Background: We report updated data from a Phase Ib study of Isa, a CD38 monoclonal antibody, plus VCd or VRd in transplant ineligible patients (pts) with NDMM (NCT02513186). Methods: Isa-VCd: Isa (10 or 20 mg/kg; weekly [QW] cycle 1 [C1], then Q2W), V (1.3 mg/m²; twice weekly C1, then QW), C (300 mg/m²; QW C1, then Days [D] 1, 8, 15 to C12), d (20 mg; twice weekly C1, then D1, 2, 8, 9, 15, 16, 22, 23 to C12). Isa-VRd: Isa (10 mg/kg), V and d as described above; R (25 mg/day; D1–14 and D22–35). Efficacy and safety were evaluated. Conventional (M-protein levels) and minimal residual disease (MRD) IMWG response assessments were compared. MRD negativity was assessed at 10⁻⁵ by next-generation sequencing and flow. Mass Spectrometry (MS) negativity (no detectable serum M-protein) was assessed for 13 pts by Immuno-Capture and Liquid Chromatography coupled to High Resolution MS. Results: As of Nov 18, 2019, 17 pts were treated with Isa-VCd (10 mg/kg, n = 13; 20 mg/kg, n = 4), 27 with Isa-VRd; 53% and 63% remained on treatment, respectively.
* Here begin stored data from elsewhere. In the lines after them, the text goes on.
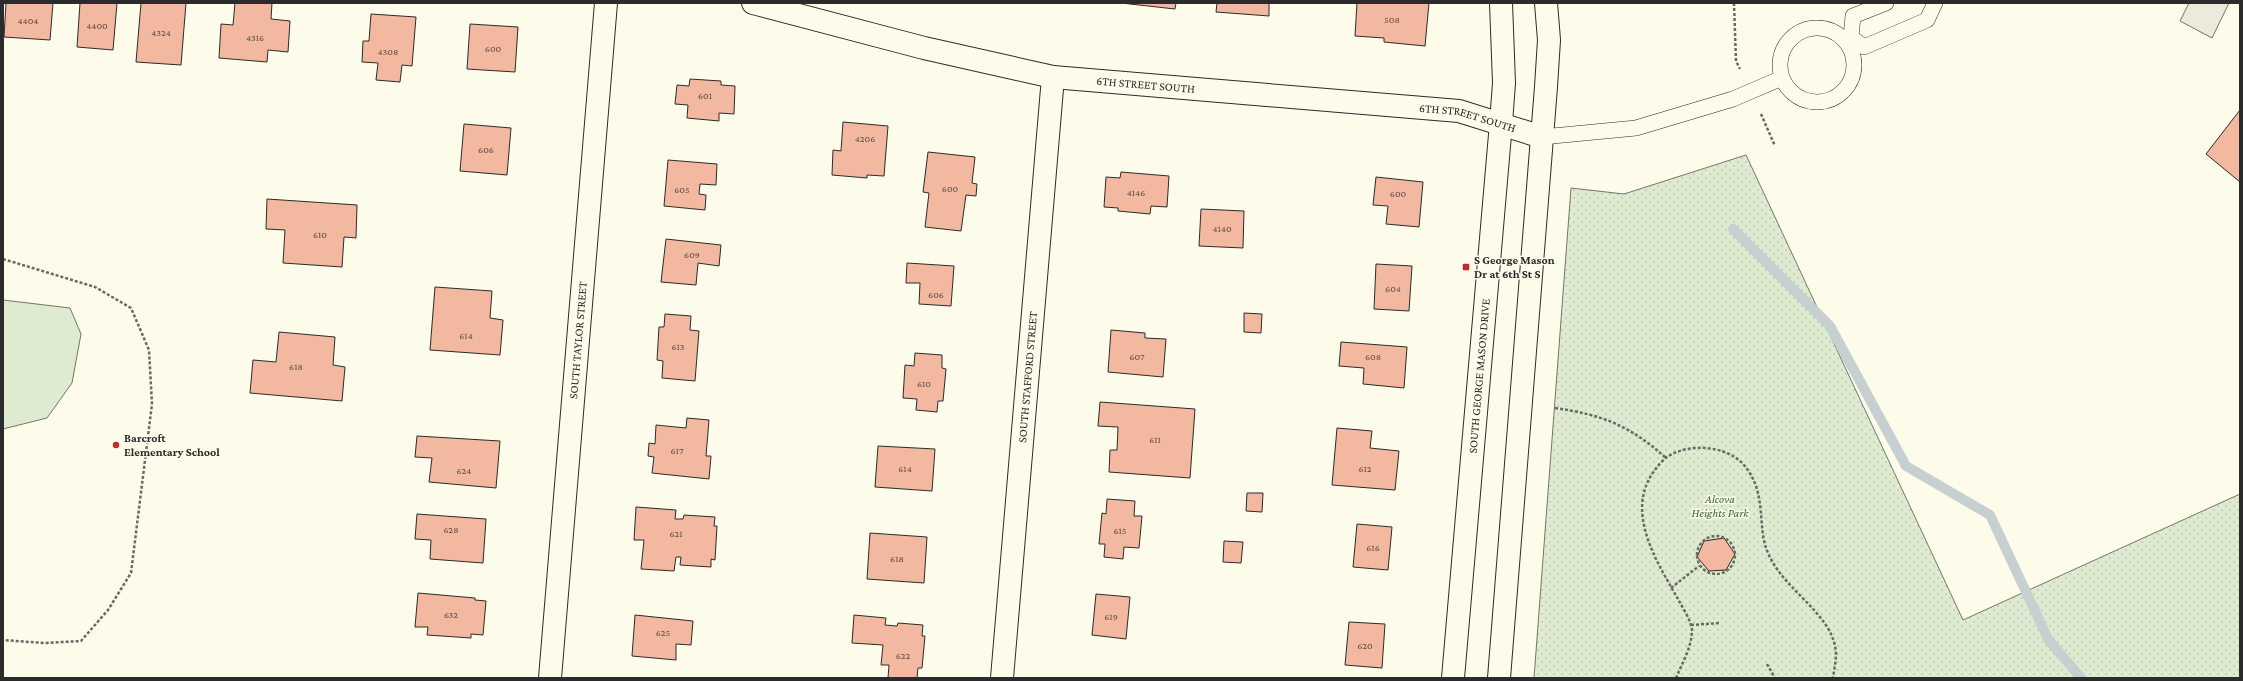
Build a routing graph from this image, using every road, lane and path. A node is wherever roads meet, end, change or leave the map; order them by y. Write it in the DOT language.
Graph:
graph roads {
  1 [pos="606,3"];
  2 [pos="753,3"];
  3 [pos="1501,3"];
  4 [pos="1546,3"];
  5 [pos="1886,3"];
  6 [pos="1935,3"];
  7 [pos="1848,39"];
  8 [pos="1053,77"];
  9 [pos="1782,78"];
  10 [pos="1501,123"];
  11 [pos="1542,137"];
  12 [pos="3,259"];
  13 [pos="1555,408"];
  14 [pos="1666,458"];
  15 [pos="1699,566"];
  16 [pos="1671,588"];
  17 [pos="1720,623"];
  18 [pos="1691,625"];
  19 [pos="3,640"];
  20 [pos="1767,664"];
  21 [pos="550,678"];
  22 [pos="1002,678"];
  23 [pos="1453,678"];
  24 [pos="1499,678"];
  25 [pos="1676,678"];
  26 [pos="1775,678"];
  27 [pos="1833,678"];
  1 -- 21 [label="street, SOUTH TAYLOR STREET"];
  2 -- 8 [label="street, 6TH STREET SOUTH"];
  3 -- 10 [label="street, SOUTH GEORGE MASON DRIVE"];
  4 -- 11 [label="street"];
  5 -- 7 [label="lane"];
  6 -- 7 [label="lane"];
  7 -- 9 [label="lane"];
  7 -- 9 [label="lane"];
  8 -- 10 [label="street, 6TH STREET SOUTH"];
  8 -- 22 [label="street, SOUTH STAFFORD STREET"];
  9 -- 11 [label="lane"];
  10 -- 11 [label="street, 6TH STREET SOUTH"];
  10 -- 23 [label="street, SOUTH GEORGE MASON DRIVE"];
  11 -- 24 [label="street"];
  12 -- 19 [label="path"];
  13 -- 14 [label="path"];
  14 -- 16 [label="path"];
  14 -- 27 [label="path"];
  15 -- 15 [label="path"];
  15 -- 16 [label="path"];
  16 -- 18 [label="path"];
  17 -- 18 [label="path"];
  18 -- 25 [label="path"];
  20 -- 26 [label="path"];
}
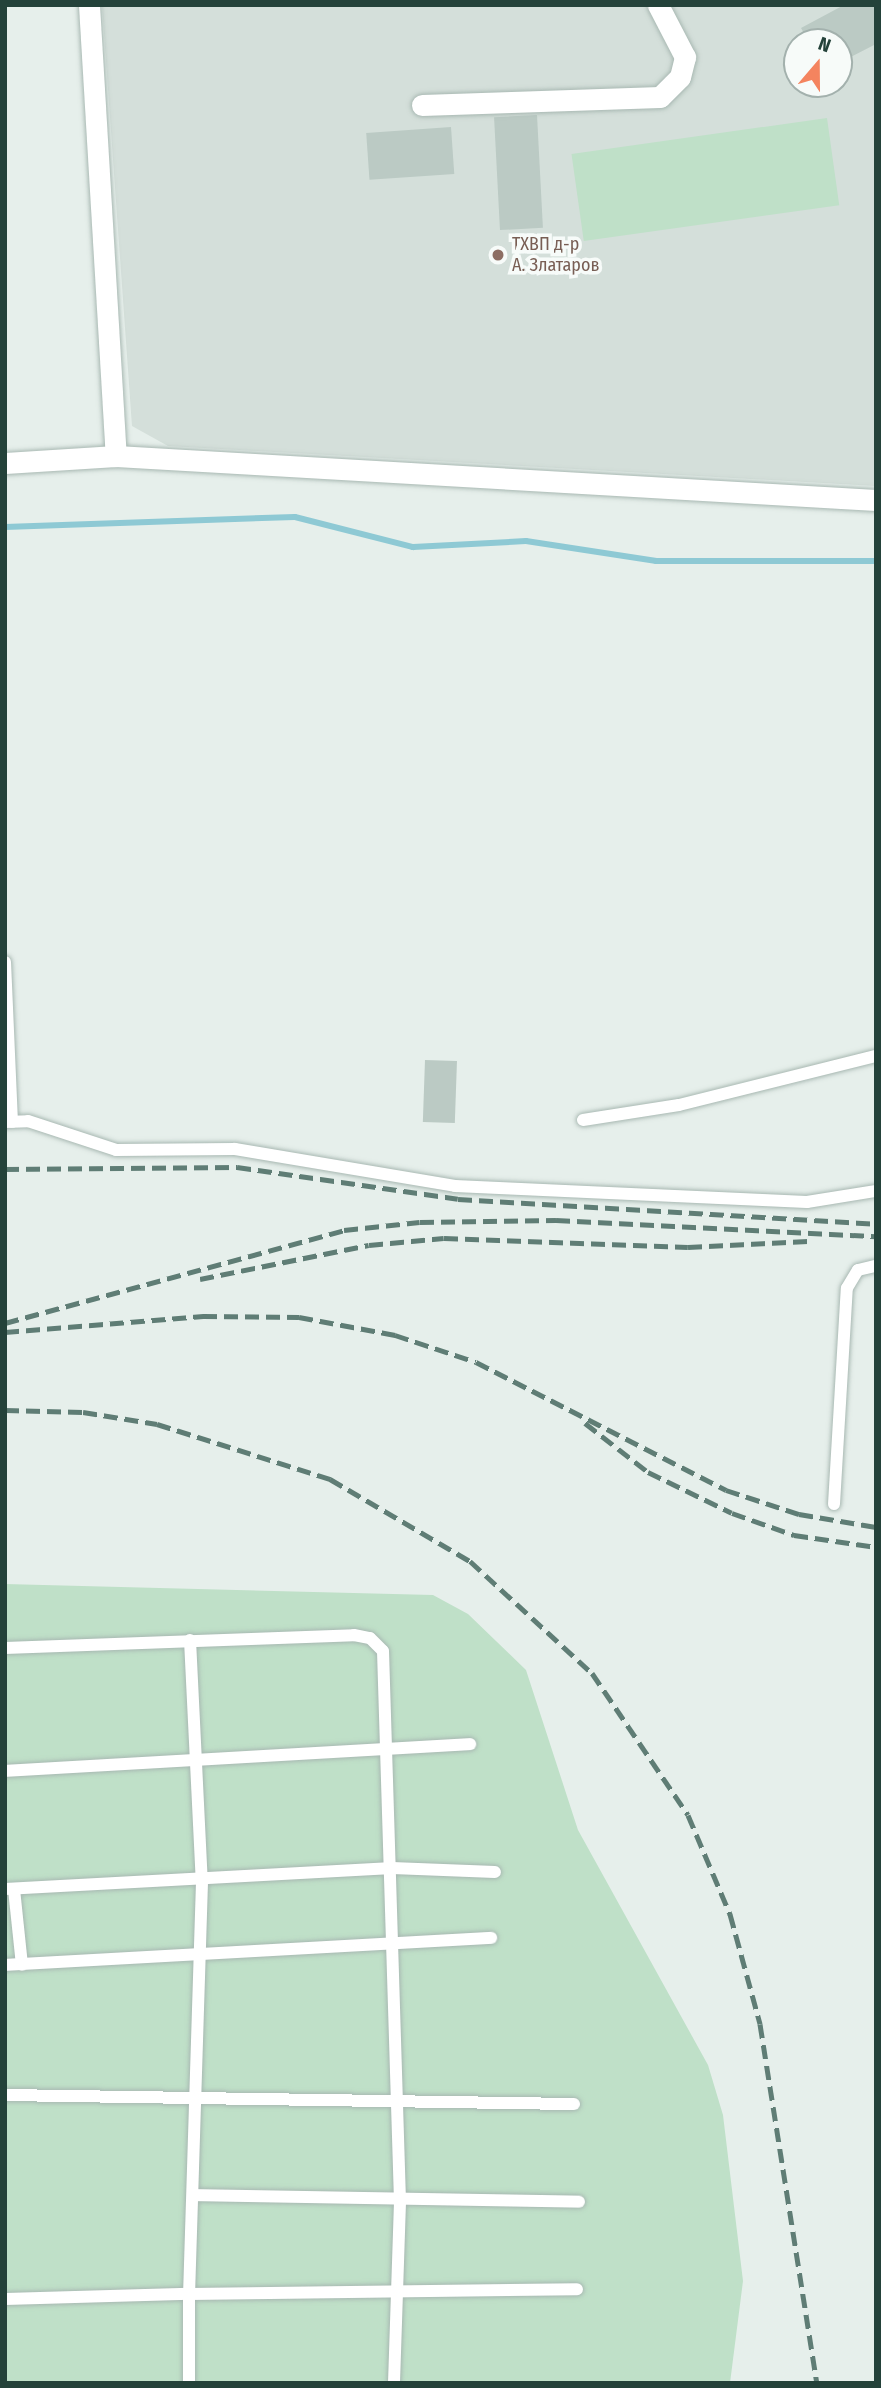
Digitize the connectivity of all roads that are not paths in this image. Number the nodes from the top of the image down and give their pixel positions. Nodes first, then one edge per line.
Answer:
1 (89, 5) edge
2 (657, 5) edge
3 (422, 105) dead end
4 (116, 456) junction
5 (5, 463) edge
6 (876, 500) edge
7 (5, 962) edge
8 (876, 1056) edge
9 (583, 1120) dead end
10 (9, 1122) edge
11 (876, 1191) edge
12 (876, 1266) edge
13 (834, 1504) dead end
14 (190, 1640) junction
15 (5, 1648) edge
16 (470, 1744) dead end
17 (385, 1749) junction
18 (198, 1759) junction
19 (5, 1771) edge
20 (392, 1868) junction
21 (495, 1872) dead end
22 (202, 1882) junction
23 (9, 1889) edge
24 (491, 1938) dead end
25 (395, 1940) junction
26 (202, 1958) junction
27 (5, 1965) edge
28 (22, 1965) junction
29 (5, 2095) edge
30 (195, 2099) junction
31 (396, 2104) junction
32 (574, 2104) dead end
33 (194, 2195) junction
34 (400, 2202) junction
35 (579, 2202) dead end
36 (577, 2289) dead end
37 (393, 2293) junction
38 (189, 2294) junction
39 (5, 2299) edge
40 (189, 2383) edge
41 (394, 2383) edge

1 - 4 street
2 - 3 street
4 - 5 street
4 - 6 street
7 - 10 lane
8 - 9 lane
10 - 11 lane
12 - 13 lane
14 - 15 lane
14 - 17 lane
14 - 18 lane
16 - 17 lane
17 - 18 lane
17 - 20 lane
18 - 19 lane
18 - 22 lane
20 - 21 lane
20 - 22 lane
20 - 25 lane
22 - 23 lane
22 - 26 lane
23 - 28 lane
24 - 25 lane
25 - 26 lane
25 - 31 lane
26 - 28 lane
26 - 30 lane
27 - 28 lane
29 - 30 lane
30 - 31 lane
30 - 33 lane
31 - 32 lane
31 - 34 lane
33 - 34 lane
33 - 38 lane
34 - 35 lane
34 - 37 lane
36 - 37 lane
37 - 38 lane
37 - 41 lane
38 - 39 lane
38 - 40 lane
Infusion reactions were seen in 53% of Isa-VCd and 63% of Isa-VRd pts; Grade ≥3 infections in 23% and 37%; serious adverse events in 47% and 52%. See table for efficacy. 3 MRD positive pts were MS positive with persistent detectable M-protein ( > 10 µg/mL). 8/10 MRD negative pts were MS positive (4 at 5-10 µg/mL; 4 at > 10 µg/mL) and 2/10 were MS negative ( < 5 µg/mL). Stable residual M-protein was observed by MS up to 23 months post-MRD negativity. All pts tested by MS are still progression-free. Conclusions: Isa-VCd/VRd shows encouraging efficacy and tolerability in NDMM. MS seems to be more sensitive than MRD; low levels of M-protein were detectable even in MRD negative pts. Clinical trial information: NCT02513186.

CI, confidence interval; CR, complete response; PFS, progression free survival; ORR, overall response rate; PR, partial response; VGPR, very good partial response.